If I remember correctly, I was about 12 years old when I met my first robot.
At that time, robots were a novel concept rarely seen anywhere beyond a science fiction movie or TV show. This wasn’t just any robot. It didn’t sound like a series of beeps and boops, nor did it speak in monotone. It conversed with me like any human would, asking me about what I had for lunch and complimenting my earrings.
Little did I know that this somewhat primitive human-robot interaction would set into motion a series of events that would bring me back to California, time and time again, for many more interactions with machine-taught, artificially intelligent beings and gadgets.
It would also progress the age-old debate that comes with advancements in technology: At what point does the benefit of technological advancement become mitigated by humans having their jobs replaced by machines?
After spending a few days in San Francisco engaging with an array of automated concepts — markets, coffee shops, and restaurants — here’s some of what I learned.
A Land of Automated Milk and Honey
A Birds-Eye View of Income in San Francisco
According to a study conducted by the Brookings Institute, San Francisco has the sixth-highest household income inequality in the U.S., with some of the wealthiest households earning over 15X as much as some of the lowest-income ones.
Source: Brookings Institute
The tech sector — which is highly concentrated in San Francisco and the surrounding Silicon Valley area — is often blamed for this income disparity. It’s said by some to generate wealth for those who reach some of the higher ranks of these companies, to “prodigious” heights that create a rapidly growing moat between tech’s high earners and, well, everyone else.
“Prodigious” is a word used by Russell Hancock, president of nonprofit Joint Venture Silicon Valley, in a 2014 interview with MIT Technology Review. “But when we used to have booms in the tech sector, it would lift all boats,” he added at the time. “That’s not how it works anymore. And suddenly you’re seeing a backlash and people are upset.”
A worker strike in San Francisco
An Increasingly Cashierless World
The growth of the tech industry leaves some wondering if it advancements bleed into the aforementioned disparity. Last week, for instance, I wrote about the experience of visiting an Amazon Go store in San Francisco: the fifth location opening of the ecommerce giant’s famously cashierless stores.
And while the experience was one that I might describe as “neat,” it got me wondering about the repercussions of an increasingly cashierless society.
The latest Amazon Go store in San Francisco, California
The Amazon Go store is far from the only cashierless retail experience in San Francisco. In the span of only a few days, I visited not only this particular store, but also, a cashierless restaurant and a self-described robotic coffee bar.
Consider that the role of cashier is filled by 3.5 million Americans. In an increasingly automated world, what becomes of them — and what should we do now to prepare for it?
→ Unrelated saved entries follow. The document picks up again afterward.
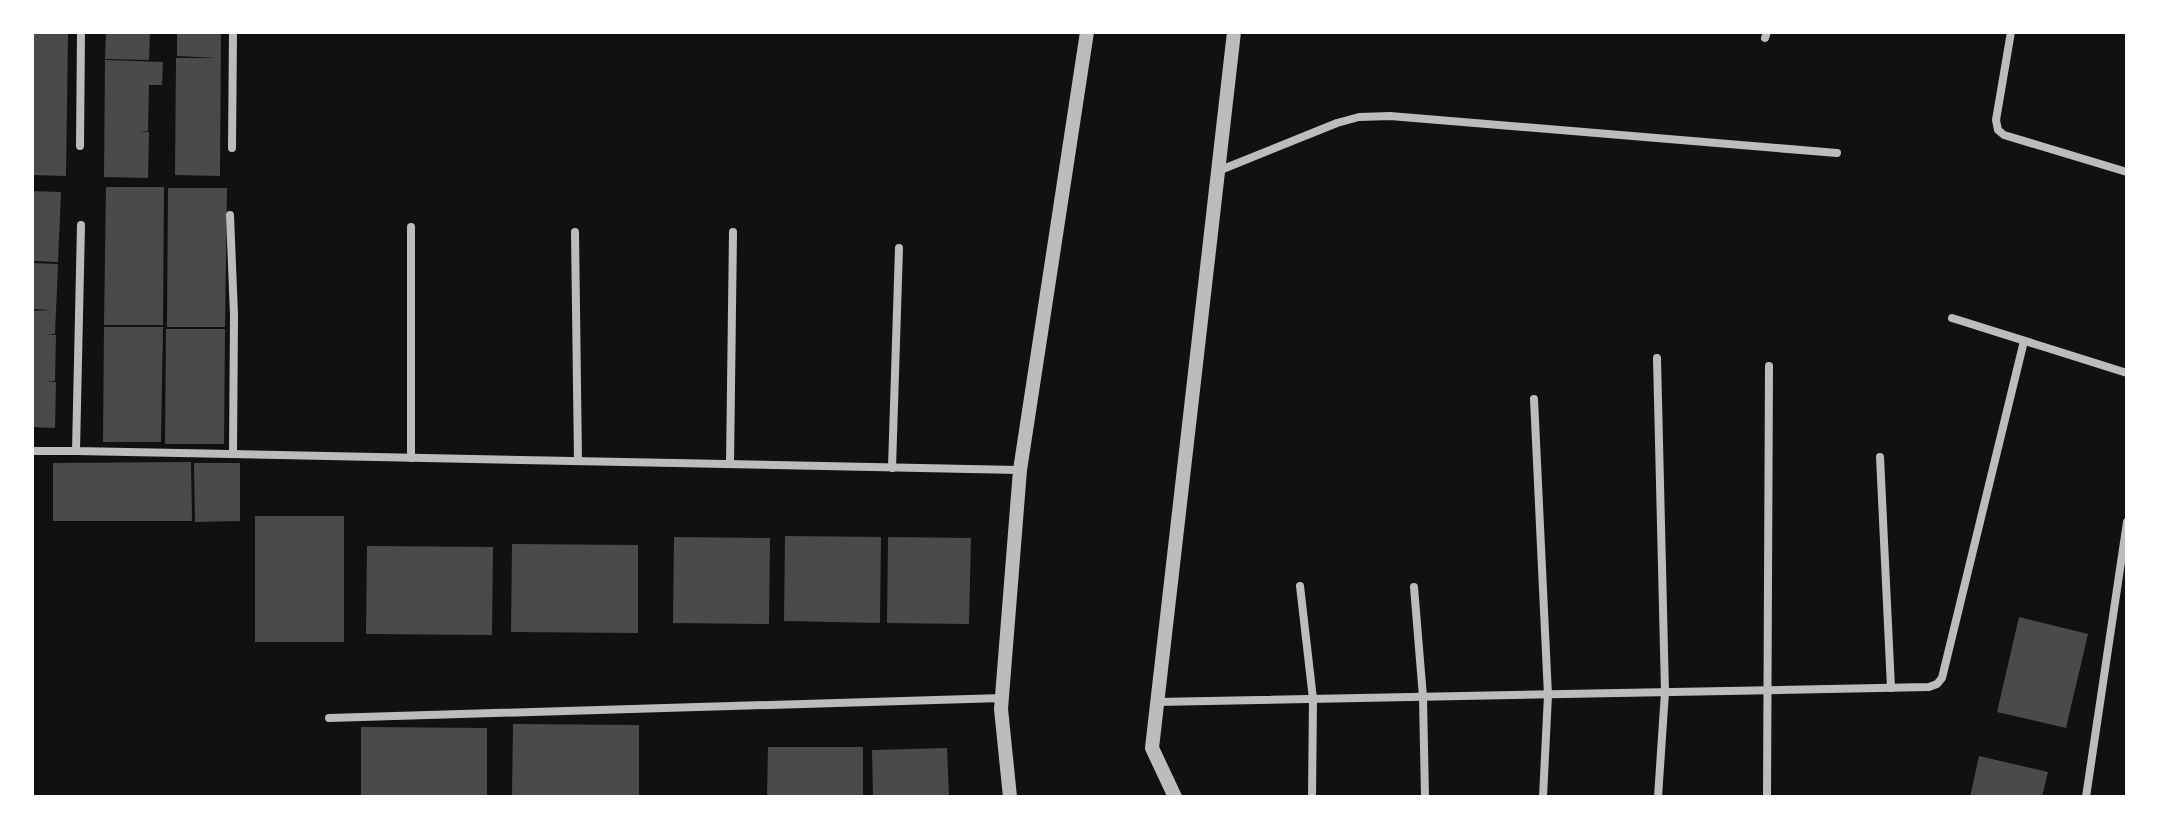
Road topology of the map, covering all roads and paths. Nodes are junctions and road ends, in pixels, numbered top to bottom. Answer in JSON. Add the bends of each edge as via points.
{"nodes":[{"id":1,"x":81,"y":32,"type":"edge"},
{"id":2,"x":233,"y":32,"type":"edge"},
{"id":3,"x":1087,"y":32,"type":"edge"},
{"id":4,"x":1234,"y":32,"type":"edge"},
{"id":5,"x":2011,"y":32,"type":"edge"},
{"id":6,"x":80,"y":146,"type":"dead end"},
{"id":7,"x":232,"y":148,"type":"dead end"},
{"id":8,"x":1837,"y":153,"type":"dead end"},
{"id":9,"x":1218,"y":171,"type":"junction"},
{"id":10,"x":2127,"y":172,"type":"edge"},
{"id":11,"x":230,"y":215,"type":"dead end"},
{"id":12,"x":81,"y":225,"type":"dead end"},
{"id":13,"x":411,"y":227,"type":"dead end"},
{"id":14,"x":575,"y":232,"type":"dead end"},
{"id":15,"x":733,"y":232,"type":"dead end"},
{"id":16,"x":899,"y":248,"type":"dead end"},
{"id":17,"x":1952,"y":318,"type":"dead end"},
{"id":18,"x":2024,"y":341,"type":"junction"},
{"id":19,"x":1657,"y":358,"type":"dead end"},
{"id":20,"x":1769,"y":366,"type":"dead end"},
{"id":21,"x":2127,"y":373,"type":"edge"},
{"id":22,"x":1534,"y":399,"type":"dead end"},
{"id":23,"x":32,"y":451,"type":"edge"},
{"id":24,"x":76,"y":451,"type":"junction"},
{"id":25,"x":233,"y":454,"type":"junction"},
{"id":26,"x":1880,"y":457,"type":"dead end"},
{"id":27,"x":411,"y":458,"type":"junction"},
{"id":28,"x":578,"y":461,"type":"junction"},
{"id":29,"x":730,"y":464,"type":"junction"},
{"id":30,"x":892,"y":468,"type":"junction"},
{"id":31,"x":1020,"y":470,"type":"junction"},
{"id":32,"x":2127,"y":522,"type":"edge"},
{"id":33,"x":1300,"y":586,"type":"dead end"},
{"id":34,"x":1414,"y":587,"type":"dead end"},
{"id":35,"x":1891,"y":688,"type":"junction"},
{"id":36,"x":1769,"y":690,"type":"junction"},
{"id":37,"x":1665,"y":692,"type":"junction"},
{"id":38,"x":1548,"y":695,"type":"junction"},
{"id":39,"x":1423,"y":697,"type":"junction"},
{"id":40,"x":1002,"y":698,"type":"junction"},
{"id":41,"x":1313,"y":699,"type":"junction"},
{"id":42,"x":1157,"y":702,"type":"junction"},
{"id":43,"x":329,"y":718,"type":"dead end"},
{"id":44,"x":1010,"y":797,"type":"edge"},
{"id":45,"x":1175,"y":797,"type":"edge"},
{"id":46,"x":1312,"y":797,"type":"edge"},
{"id":47,"x":1425,"y":797,"type":"edge"},
{"id":48,"x":1543,"y":797,"type":"edge"},
{"id":49,"x":1658,"y":797,"type":"edge"},
{"id":50,"x":1767,"y":797,"type":"edge"},
{"id":51,"x":2086,"y":797,"type":"edge"}],
"edges":[{"from":1,"to":6,"type":"street"},
{"from":2,"to":7,"type":"street"},
{"from":3,"to":31,"type":"street"},
{"from":4,"to":9,"type":"street"},
{"from":5,"to":10,"type":"street","via":[[1998,130]]},
{"from":8,"to":9,"type":"street","via":[[1390,116],[1337,123]]},
{"from":9,"to":42,"type":"street"},
{"from":11,"to":25,"type":"street"},
{"from":12,"to":24,"type":"street"},
{"from":13,"to":27,"type":"street"},
{"from":14,"to":28,"type":"street"},
{"from":15,"to":29,"type":"street"},
{"from":16,"to":30,"type":"street"},
{"from":17,"to":18,"type":"street"},
{"from":18,"to":21,"type":"street"},
{"from":18,"to":35,"type":"street","via":[[1942,678],[1929,687]]},
{"from":19,"to":37,"type":"street"},
{"from":20,"to":36,"type":"street"},
{"from":22,"to":38,"type":"street"},
{"from":23,"to":24,"type":"street"},
{"from":24,"to":25,"type":"street"},
{"from":25,"to":27,"type":"street"},
{"from":26,"to":35,"type":"street"},
{"from":27,"to":28,"type":"street"},
{"from":28,"to":29,"type":"street"},
{"from":29,"to":30,"type":"street"},
{"from":30,"to":31,"type":"street"},
{"from":31,"to":40,"type":"street"},
{"from":32,"to":51,"type":"street"},
{"from":33,"to":41,"type":"street"},
{"from":34,"to":39,"type":"street"},
{"from":35,"to":36,"type":"street"},
{"from":36,"to":37,"type":"street"},
{"from":36,"to":50,"type":"street"},
{"from":37,"to":38,"type":"street"},
{"from":37,"to":49,"type":"street"},
{"from":38,"to":39,"type":"street"},
{"from":38,"to":48,"type":"street"},
{"from":39,"to":41,"type":"street"},
{"from":39,"to":47,"type":"street"},
{"from":40,"to":43,"type":"street"},
{"from":40,"to":44,"type":"street"},
{"from":41,"to":42,"type":"street"},
{"from":41,"to":46,"type":"street"},
{"from":42,"to":45,"type":"street","via":[[1152,748]]}]}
A robot serves my coffee order, after preparing it without human intervention
Automation (And Growth) for All
The replacement of humans by machines is not a new concept. Similar phenomenons played out when the assembly line was created, when horse-drawn carriages were outpaced by the automobile, and when air travel became more convenient than traveling by railroad or sea.
Many argue that automation creates more new jobs than it does eliminate them, which poses the question: How can automation be built and approached in a way that actually benefits everyone involved?
An ordering kiosk at eatsa, one of San Francisco’s automated restaurants
“The transition [to automation] needs the right education and training to enable people to take advantage of the new opportunities,” says HubSpot CMO Kipp Bodnar. “We should be invest more now in that training and education for innovations like automation, which we know is only going to grow.”
And while an investment in this education and training is a worthy one, many are left wondering who’s going to fund it — in a way that builds automation in a positive manner, helping users, businesses, and employees alike grow.
A robot barista at San Francisco’s CafeX
The answer, Bodnar says, could also exist in “a partnership”: between the private and public sector, and between businesses.
Consider small-to-midsize businesses (SMBs), for instance which often “operate at a local level,” says HubSpot VP of Marketing Jon Dick. Addressing automation in a constructive, growth-oriented way creates possibilities for such businesses to invest in education and training on a community level.
And where SMBs budgets are small, larger vendors with whom they work might play a role, Dick says. “You could imagine large tech companies distributing funding through customers or partners.”
In other words, the investment in building better automation in a way that helps everyone grow — which includes having a stake in the early education and training to fill the roles it create — doesn’t have to be a foreboding one.
Rather, it leads to a crucial moment for companies to work with together. This collaboration has a ripple effect — not just for building better technology and growth opportunities for all, but for how else these partnerships between businesses could strategically evolve over time (for example, in the area of co-marketing or co-branding for future initiatives).
At the end of the day, “This is an ethical issue,” says Bodnar — one “that can have significant impact on the brands who choose to hold themselves to a high ethical standard.”